- [Required action]:
When you reply, transcribe every line of the data below exactly.

- [Given records]:
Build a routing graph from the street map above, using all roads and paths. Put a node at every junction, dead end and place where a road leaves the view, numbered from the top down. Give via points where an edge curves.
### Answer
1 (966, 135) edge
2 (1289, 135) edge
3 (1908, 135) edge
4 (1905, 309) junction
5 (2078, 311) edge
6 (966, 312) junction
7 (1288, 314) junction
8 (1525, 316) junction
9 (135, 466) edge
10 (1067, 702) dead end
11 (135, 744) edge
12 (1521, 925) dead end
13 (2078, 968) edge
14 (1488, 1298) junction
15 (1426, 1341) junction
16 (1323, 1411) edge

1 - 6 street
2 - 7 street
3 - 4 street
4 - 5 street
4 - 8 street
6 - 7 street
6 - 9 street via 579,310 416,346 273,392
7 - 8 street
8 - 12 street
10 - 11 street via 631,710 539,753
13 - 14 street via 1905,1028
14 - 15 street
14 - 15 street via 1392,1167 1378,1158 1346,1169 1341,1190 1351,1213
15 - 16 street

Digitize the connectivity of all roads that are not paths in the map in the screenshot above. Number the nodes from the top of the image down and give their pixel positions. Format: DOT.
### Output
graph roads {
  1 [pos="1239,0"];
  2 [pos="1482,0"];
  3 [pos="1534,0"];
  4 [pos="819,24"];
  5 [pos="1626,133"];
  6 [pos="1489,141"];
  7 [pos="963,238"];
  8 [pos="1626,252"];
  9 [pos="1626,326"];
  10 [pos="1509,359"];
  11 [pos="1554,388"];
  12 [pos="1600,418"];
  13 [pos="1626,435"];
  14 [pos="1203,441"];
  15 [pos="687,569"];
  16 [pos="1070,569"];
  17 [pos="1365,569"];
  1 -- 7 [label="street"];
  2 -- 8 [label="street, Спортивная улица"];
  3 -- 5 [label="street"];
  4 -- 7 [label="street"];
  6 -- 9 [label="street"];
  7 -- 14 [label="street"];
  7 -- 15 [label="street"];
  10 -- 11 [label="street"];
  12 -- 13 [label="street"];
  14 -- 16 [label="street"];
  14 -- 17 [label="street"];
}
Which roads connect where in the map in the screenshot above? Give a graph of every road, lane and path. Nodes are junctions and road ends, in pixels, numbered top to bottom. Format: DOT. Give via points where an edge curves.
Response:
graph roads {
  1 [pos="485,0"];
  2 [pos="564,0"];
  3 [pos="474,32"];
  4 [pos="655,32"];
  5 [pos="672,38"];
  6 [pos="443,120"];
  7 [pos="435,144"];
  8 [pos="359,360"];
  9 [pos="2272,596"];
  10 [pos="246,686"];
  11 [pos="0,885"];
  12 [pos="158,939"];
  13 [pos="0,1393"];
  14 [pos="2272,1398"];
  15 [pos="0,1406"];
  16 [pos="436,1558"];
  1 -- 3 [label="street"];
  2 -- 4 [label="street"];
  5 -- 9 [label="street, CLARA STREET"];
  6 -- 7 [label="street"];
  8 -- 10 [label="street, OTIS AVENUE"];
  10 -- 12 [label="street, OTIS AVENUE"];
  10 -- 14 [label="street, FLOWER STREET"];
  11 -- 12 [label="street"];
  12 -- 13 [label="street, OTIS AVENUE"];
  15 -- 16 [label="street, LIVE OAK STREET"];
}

- [Completed task]:
Build a routing graph from the street map above, using all roads and paths. Put a node at every junction, dead end and place where a road leaves the view, numbered from the top down. Give via points where an edge curves.
### Answer
1 (966, 135) edge
2 (1289, 135) edge
3 (1908, 135) edge
4 (1905, 309) junction
5 (2078, 311) edge
6 (966, 312) junction
7 (1288, 314) junction
8 (1525, 316) junction
9 (135, 466) edge
10 (1067, 702) dead end
11 (135, 744) edge
12 (1521, 925) dead end
13 (2078, 968) edge
14 (1488, 1298) junction
15 (1426, 1341) junction
16 (1323, 1411) edge

1 - 6 street
2 - 7 street
3 - 4 street
4 - 5 street
4 - 8 street
6 - 7 street
6 - 9 street via 579,310 416,346 273,392
7 - 8 street
8 - 12 street
10 - 11 street via 631,710 539,753
13 - 14 street via 1905,1028
14 - 15 street
14 - 15 street via 1392,1167 1378,1158 1346,1169 1341,1190 1351,1213
15 - 16 street

Digitize the connectivity of all roads that are not paths in the map in the screenshot above. Number the nodes from the top of the image down and give their pixel positions. Format: DOT.
### Output
graph roads {
  1 [pos="1239,0"];
  2 [pos="1482,0"];
  3 [pos="1534,0"];
  4 [pos="819,24"];
  5 [pos="1626,133"];
  6 [pos="1489,141"];
  7 [pos="963,238"];
  8 [pos="1626,252"];
  9 [pos="1626,326"];
  10 [pos="1509,359"];
  11 [pos="1554,388"];
  12 [pos="1600,418"];
  13 [pos="1626,435"];
  14 [pos="1203,441"];
  15 [pos="687,569"];
  16 [pos="1070,569"];
  17 [pos="1365,569"];
  1 -- 7 [label="street"];
  2 -- 8 [label="street, Спортивная улица"];
  3 -- 5 [label="street"];
  4 -- 7 [label="street"];
  6 -- 9 [label="street"];
  7 -- 14 [label="street"];
  7 -- 15 [label="street"];
  10 -- 11 [label="street"];
  12 -- 13 [label="street"];
  14 -- 16 [label="street"];
  14 -- 17 [label="street"];
}
Which roads connect where in the map in the screenshot above? Give a graph of every road, lane and path. Nodes are junctions and road ends, in pixels, numbered top to bottom. Format: DOT. Give via points where an edge curves.
Response:
graph roads {
  1 [pos="485,0"];
  2 [pos="564,0"];
  3 [pos="474,32"];
  4 [pos="655,32"];
  5 [pos="672,38"];
  6 [pos="443,120"];
  7 [pos="435,144"];
  8 [pos="359,360"];
  9 [pos="2272,596"];
  10 [pos="246,686"];
  11 [pos="0,885"];
  12 [pos="158,939"];
  13 [pos="0,1393"];
  14 [pos="2272,1398"];
  15 [pos="0,1406"];
  16 [pos="436,1558"];
  1 -- 3 [label="street"];
  2 -- 4 [label="street"];
  5 -- 9 [label="street, CLARA STREET"];
  6 -- 7 [label="street"];
  8 -- 10 [label="street, OTIS AVENUE"];
  10 -- 12 [label="street, OTIS AVENUE"];
  10 -- 14 [label="street, FLOWER STREET"];
  11 -- 12 [label="street"];
  12 -- 13 [label="street, OTIS AVENUE"];
  15 -- 16 [label="street, LIVE OAK STREET"];
}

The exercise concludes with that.